Apparently not (although if that wasn’t apparent by now, it looks like we both aren’t geniuses). I’m sitting here at my dining room table next to one of my housemates. Fran has been intently working—and only slightly annoyingly whistling the tune to Meghan Trainor’s “Like I’m Gonna Lose You.” I, on the other hand, have been doing everything else. It’s Saturday, and it’s raining, so I can’t go outside to distract myself. Instead, I’ve made breakfast (yellow rice and black beans on toast), I’ve started doing laundry, I’ve poured and reheated the same cup of black coffee about four times. I’ve finished some work on my Halloween costume. I ordered and received pad thai (it was spicy). I’ve done everything but write this column.
It shouldn’t be that hard, either. I love movies. I’ve seen plenty of Halloween movies. It’s not a stretch to assume that I could come up with 700 to 800 words with some sort of take on them. And yet I sit here, doing nothing. This is usually how I write columns—I simply sit for a few moments and run through ideas in my head. I start with a couple broader topics—say, my favorite Halloween movies, or the scariest movies I’ve ever seen, or Halloween movies I watched as a child. From there, I try to quickly run down the path of each idea: Is this something I have a take on? Could I write some sort of well-formed argument or opinion on this? If so, what would my examples be?
But that didn’t work this time. Yeah, I could talk about some of the best classic Halloween movies (or even classic scary movies). I could pine for the ways of classic horror movies like Psycho and Rosemary’s Baby, or the practical effects of throwbacks like The Thing or The Fly. I could annoy my readers (fewer by the day) with a reflection on the merits of my favorite 1922 German expressionist horror movie, Nosferatu. But I don’t have any new ideas or information about any of those movies. Who wants to read that? I don’t, and I’m the one writing it.
So I tried to narrow down my topics. Maybe I could find one movie, or very narrowly look at something Halloween-related, to talk about. Two ideas sprang to mind.

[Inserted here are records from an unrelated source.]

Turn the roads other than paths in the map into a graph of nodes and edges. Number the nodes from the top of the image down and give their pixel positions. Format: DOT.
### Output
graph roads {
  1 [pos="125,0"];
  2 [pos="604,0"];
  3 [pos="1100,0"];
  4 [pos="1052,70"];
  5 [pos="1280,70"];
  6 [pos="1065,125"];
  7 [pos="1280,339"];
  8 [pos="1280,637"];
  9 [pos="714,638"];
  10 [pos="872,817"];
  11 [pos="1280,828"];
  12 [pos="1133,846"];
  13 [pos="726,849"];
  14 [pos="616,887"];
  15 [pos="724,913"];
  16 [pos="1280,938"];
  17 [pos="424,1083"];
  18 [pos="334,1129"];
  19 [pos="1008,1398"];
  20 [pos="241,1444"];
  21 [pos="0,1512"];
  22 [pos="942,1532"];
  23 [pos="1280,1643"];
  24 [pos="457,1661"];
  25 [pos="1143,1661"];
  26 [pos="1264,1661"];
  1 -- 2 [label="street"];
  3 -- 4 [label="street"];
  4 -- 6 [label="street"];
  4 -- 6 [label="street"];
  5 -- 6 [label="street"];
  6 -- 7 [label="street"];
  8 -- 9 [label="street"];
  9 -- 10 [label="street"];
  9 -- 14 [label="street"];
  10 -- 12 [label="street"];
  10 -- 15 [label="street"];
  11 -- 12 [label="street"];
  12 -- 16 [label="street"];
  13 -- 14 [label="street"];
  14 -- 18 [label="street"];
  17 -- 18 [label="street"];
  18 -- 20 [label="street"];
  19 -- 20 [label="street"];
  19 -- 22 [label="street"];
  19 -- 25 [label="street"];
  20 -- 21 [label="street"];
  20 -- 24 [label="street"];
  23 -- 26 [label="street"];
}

Idea the first. What type of movie is The Nightmare Before Christmas? Is it a Halloween movie or a Christmas movie? Answer: both.
So much for that idea.
Idea the second. I cannot, for the life of me, get the movie Monster House out of my head. It’s been knocking around in there this whole week. For those who have forgotten, or never remembered in the first place, Monster House is an animated movie in which neighborhood children find themselves in a haunted house. But this time, the house itself is alive—and married to the old guy who lives there? Why was this movie so heavily marketed? I can remember with such clarity the trailer for Monster House. It’s explained in the trailer and in the movie that there are various structures in the house that represent the parts of its body. The front door is the mouth, the two windows are its eyes. Fair enough. But there is a scene in this movie where Jenny analyzes the foyer. She says “If those are the teeth [in reference to splintered floorboards] and that’s the tongue [in reference to the rug], then that must be the uvula [in reference to the chandelier].” Chowder (great name) responds by saying, “Oh, so it’s a girl house.”

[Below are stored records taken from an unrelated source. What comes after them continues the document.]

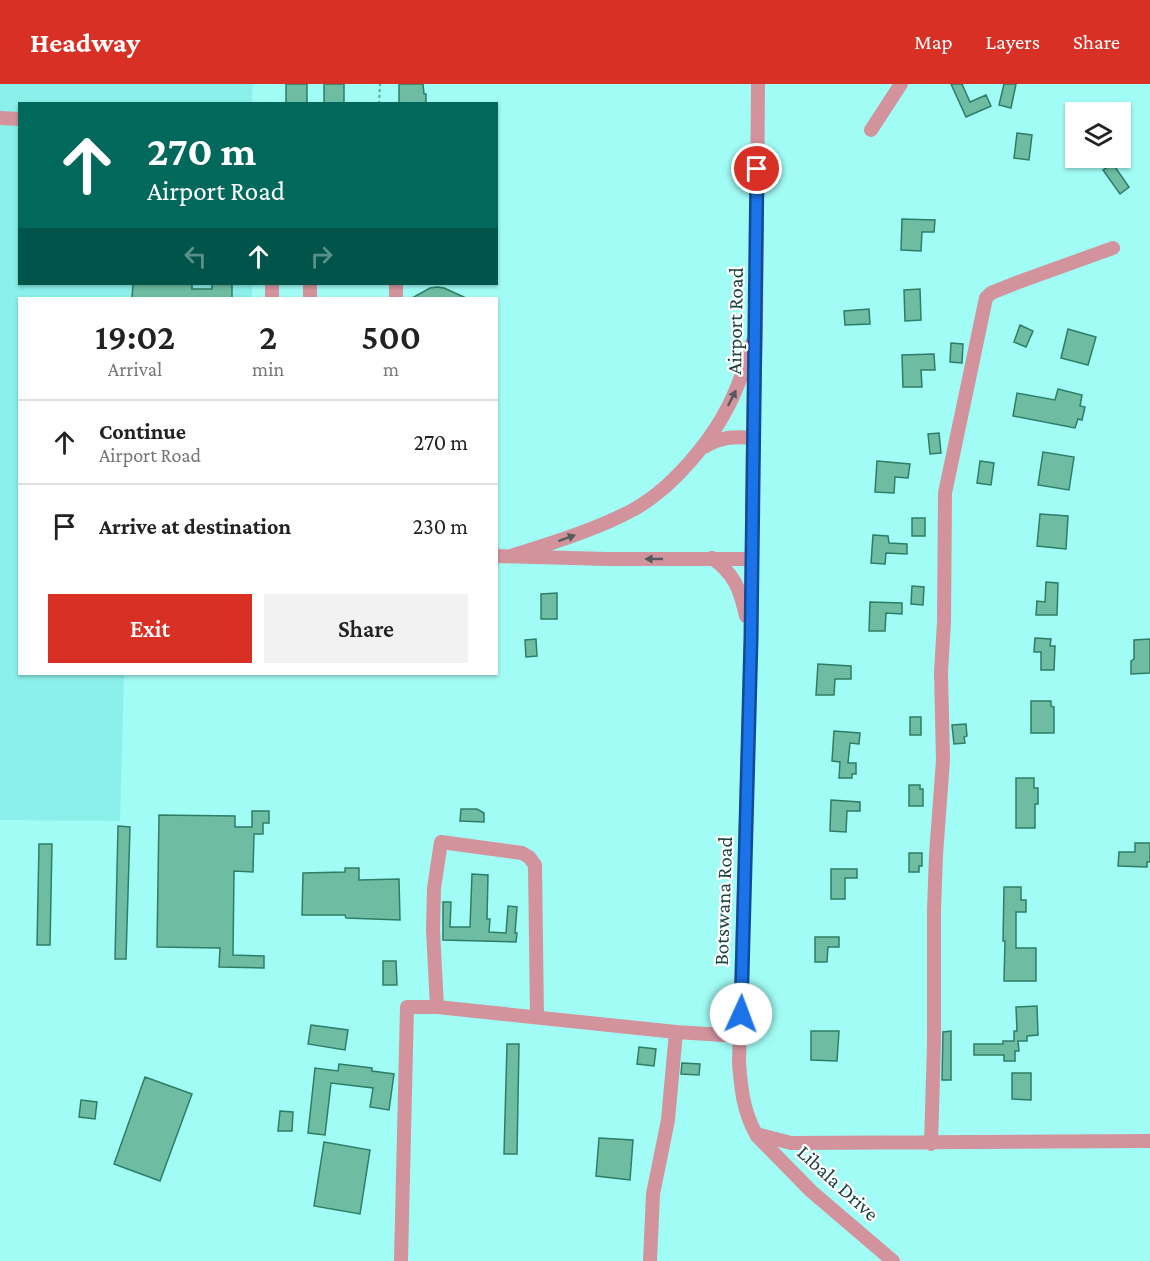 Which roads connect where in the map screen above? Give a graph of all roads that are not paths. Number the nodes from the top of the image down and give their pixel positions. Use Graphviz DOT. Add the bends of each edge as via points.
graph roads {
  1 [pos="758,84"];
  2 [pos="901,84"];
  3 [pos="0,118"];
  4 [pos="18,118"];
  5 [pos="872,130"];
  6 [pos="1113,248"];
  7 [pos="756,328"];
  8 [pos="753,438"];
  9 [pos="702,448"];
  10 [pos="498,556"];
  11 [pos="511,556"];
  12 [pos="712,558"];
  13 [pos="752,559"];
  14 [pos="751,639"];
  15 [pos="437,1007"];
  16 [pos="537,1017"];
  17 [pos="676,1032"];
  18 [pos="740,1036"];
  19 [pos="756,1134"];
  20 [pos="1150,1141"];
  21 [pos="931,1144"];
  22 [pos="401,1261"];
  23 [pos="650,1261"];
  24 [pos="893,1261"];
  1 -- 7 [label="street, Airport Road"];
  2 -- 5 [label="street"];
  3 -- 4 [label="street"];
  6 -- 21 [label="street" via="986,298 956,435 944,513 943,760 934,910"];
  7 -- 8 [label="street, Airport Road"];
  9 -- 7 [label="street, one-way" via="737,387"];
  8 -- 9 [label="street" via="726,437"];
  8 -- 13 [label="street, Airport Road"];
  11 -- 9 [label="street, one-way" via="626,514 677,477"];
  10 -- 11 [label="street"];
  12 -- 11 [label="street, one-way"];
  12 -- 13 [label="street"];
  12 -- 14 [label="street" via="726,568 739,590"];
  13 -- 14 [label="street, Botswana Road"];
  14 -- 18 [label="street, Botswana Road"];
  15 -- 16 [label="street"];
  15 -- 16 [label="street" via="434,899 441,842 522,854 535,864"];
  15 -- 22 [label="street" via="407,1007"];
  16 -- 17 [label="street"];
  17 -- 18 [label="street"];
  17 -- 23 [label="street" via="668,1120 653,1194"];
  18 -- 19 [label="street, Botswana Road" via="743,1103"];
  19 -- 21 [label="street" via="791,1143"];
  19 -- 24 [label="street, Libala Drive" via="811,1191"];
  20 -- 21 [label="street"];
}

These kids are 12. The children who are watching this are presumably that age and younger. I was 8 when I saw it. So this joke, featured so prominently in the trailer, must have gone way over the heads of most kids in there. This is not so abnormal, but the joke itself is. Why is this kids movie making a play on the word vulva? I get it, but I just don’t get it.
But in thinking through this, I realized I couldn’t conceivably write a whole column about that. So instead, I wrote this.